I posit that those South African “refugees” welcomed by Trump are suffering most from disconnection and isolation from the rest of South Africa. This is itself a systemic vestige of an apartheid past which produces echo chambers: insular spaces where fear, entitlement and victim mindsets go unchallenged.
But it doesn’t have to be this way. In fact, I believe South Africa has a different path in front of it, and one to which the world should be paying attention.
I’ve noticed how South Africans pedestal things that come from “overseas”. Whether it’s policies, products or personalities, there’s a subtle but persistent inferiority complex that creeps into conversations. South Africans should be proud of what they have. What you’ve built, despite extraordinary odds, is awesome, unique and worth continuing to fight for.
South Africa’s multicultural realities should not be ignored. The formation of the Government of National Unity is an encouraging big step towards reconciliation, integration and cooperation. Yes, there’s dysfunction. Yes, there’s corruption. But there is also debate, accountability, civic participation and the pursuit of deeper understanding.
And that matters.
I see an opportunity to break these silos by building intentional, cross-cultural relationships by addressing shared threats: criminal syndicates, gender-based violence, plastic pollution, extortion, the obesity epidemic and, yes, even farm murders, which, like the violence on the Cape Flats and rural areas, keep communities living in fear.
By leveraging shared interests, we can move beyond self-pity and see ourselves as part of a broader society. Purposely aligning cross-cultural teams brings together perspectives and skills to holistically address inherently complex issues as united neighbours while developing deeper meaningful relationships.
I posit the most real opportunity to create cross-cultural task forces is to protect what matters most: our youth. After more than 30 years working with youth, I’ve seen how people quickly drop tribal lenses and start identifying as concerned citizens when we recognise this shared priority: society’s children.
That means recognising that South Africa is a society of broken families that must be intentional about stepping in where families cannot. It means prioritising and nurturing safe early childhood development centres; demanding well-trained, excellent teachers; developing internship programmes in our companies that bring youth into professional networks beyond their families’ reach; and offering access to clean and secure public spaces.
These should not be luxuries. They are the foundations of a just society that instils confidence and empowers youth.
By creating opportunities for youth to communicate across cultures, we pave the way for earnest communication. This sets the stage for the precise opposite of what faces the United States in its visible decline: a South Africa where a generation of young people can communicate with candour and with the skills necessary to collaborate to tackle complex issues.
We need them to participate in the obstacles of the moment and navigate the unseen challenges ahead.

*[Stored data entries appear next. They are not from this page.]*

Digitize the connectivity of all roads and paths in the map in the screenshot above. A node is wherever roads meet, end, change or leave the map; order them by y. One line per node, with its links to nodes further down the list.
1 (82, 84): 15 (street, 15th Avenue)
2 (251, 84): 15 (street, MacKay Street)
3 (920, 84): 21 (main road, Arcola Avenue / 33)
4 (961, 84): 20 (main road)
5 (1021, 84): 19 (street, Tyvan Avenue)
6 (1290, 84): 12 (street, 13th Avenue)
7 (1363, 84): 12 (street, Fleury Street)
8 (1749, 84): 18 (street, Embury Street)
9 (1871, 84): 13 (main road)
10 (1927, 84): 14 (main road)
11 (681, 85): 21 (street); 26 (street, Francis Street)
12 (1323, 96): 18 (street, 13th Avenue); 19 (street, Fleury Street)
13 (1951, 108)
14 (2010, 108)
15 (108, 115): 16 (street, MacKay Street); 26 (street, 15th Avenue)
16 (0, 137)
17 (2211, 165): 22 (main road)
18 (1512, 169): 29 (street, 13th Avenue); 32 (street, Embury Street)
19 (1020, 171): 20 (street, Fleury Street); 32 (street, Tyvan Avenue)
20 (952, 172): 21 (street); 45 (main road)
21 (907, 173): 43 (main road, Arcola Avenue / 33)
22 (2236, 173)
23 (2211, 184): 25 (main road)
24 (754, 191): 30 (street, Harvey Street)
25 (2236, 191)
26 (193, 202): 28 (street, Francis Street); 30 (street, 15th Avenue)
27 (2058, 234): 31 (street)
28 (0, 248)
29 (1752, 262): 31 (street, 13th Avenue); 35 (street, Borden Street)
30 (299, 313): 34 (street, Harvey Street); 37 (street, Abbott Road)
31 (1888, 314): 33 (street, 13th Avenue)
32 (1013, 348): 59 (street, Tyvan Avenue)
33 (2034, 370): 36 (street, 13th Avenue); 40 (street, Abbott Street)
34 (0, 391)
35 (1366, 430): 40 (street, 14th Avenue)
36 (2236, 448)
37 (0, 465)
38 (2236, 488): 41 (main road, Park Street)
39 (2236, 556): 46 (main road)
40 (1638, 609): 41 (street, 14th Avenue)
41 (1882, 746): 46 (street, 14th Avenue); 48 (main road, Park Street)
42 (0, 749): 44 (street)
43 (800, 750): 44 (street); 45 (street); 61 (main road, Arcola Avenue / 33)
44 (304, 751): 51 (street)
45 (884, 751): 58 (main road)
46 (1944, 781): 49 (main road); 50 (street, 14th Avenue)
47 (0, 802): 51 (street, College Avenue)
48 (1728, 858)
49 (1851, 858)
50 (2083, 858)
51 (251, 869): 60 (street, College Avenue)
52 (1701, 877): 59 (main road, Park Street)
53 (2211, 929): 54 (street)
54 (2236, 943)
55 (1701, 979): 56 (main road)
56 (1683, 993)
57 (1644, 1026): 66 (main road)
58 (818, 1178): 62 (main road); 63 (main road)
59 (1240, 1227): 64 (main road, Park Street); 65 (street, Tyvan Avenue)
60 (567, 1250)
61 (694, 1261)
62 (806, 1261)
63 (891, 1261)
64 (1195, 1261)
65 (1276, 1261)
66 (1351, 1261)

Thank you for welcoming me as a guest into your country, your conversations, your communities. If the world is looking for leadership in this new century - not in military might or economic dominance, but in humility, complexity and moral clarity - I believe deeply multicultural South Africa has something powerful to offer … provided we leverage candour and kindness to “maak ’n plan”.
Call to action
Protect things that matter. Defend the truth. Become a guardian of this country’s future. Act in the name of all our children. Get involved with schools and youth programmes - especially if you’re reading this, consider communities beyond your own.
Inclusively ensure all children have access to the things we know to be important, and along the way never forget a core concept of the institutions we all trust - “ductus exemplo”: to lead by example.
We can only teach our youth to communicate with candour and integrity with people who are radically different from themselves … by doing it ourselves.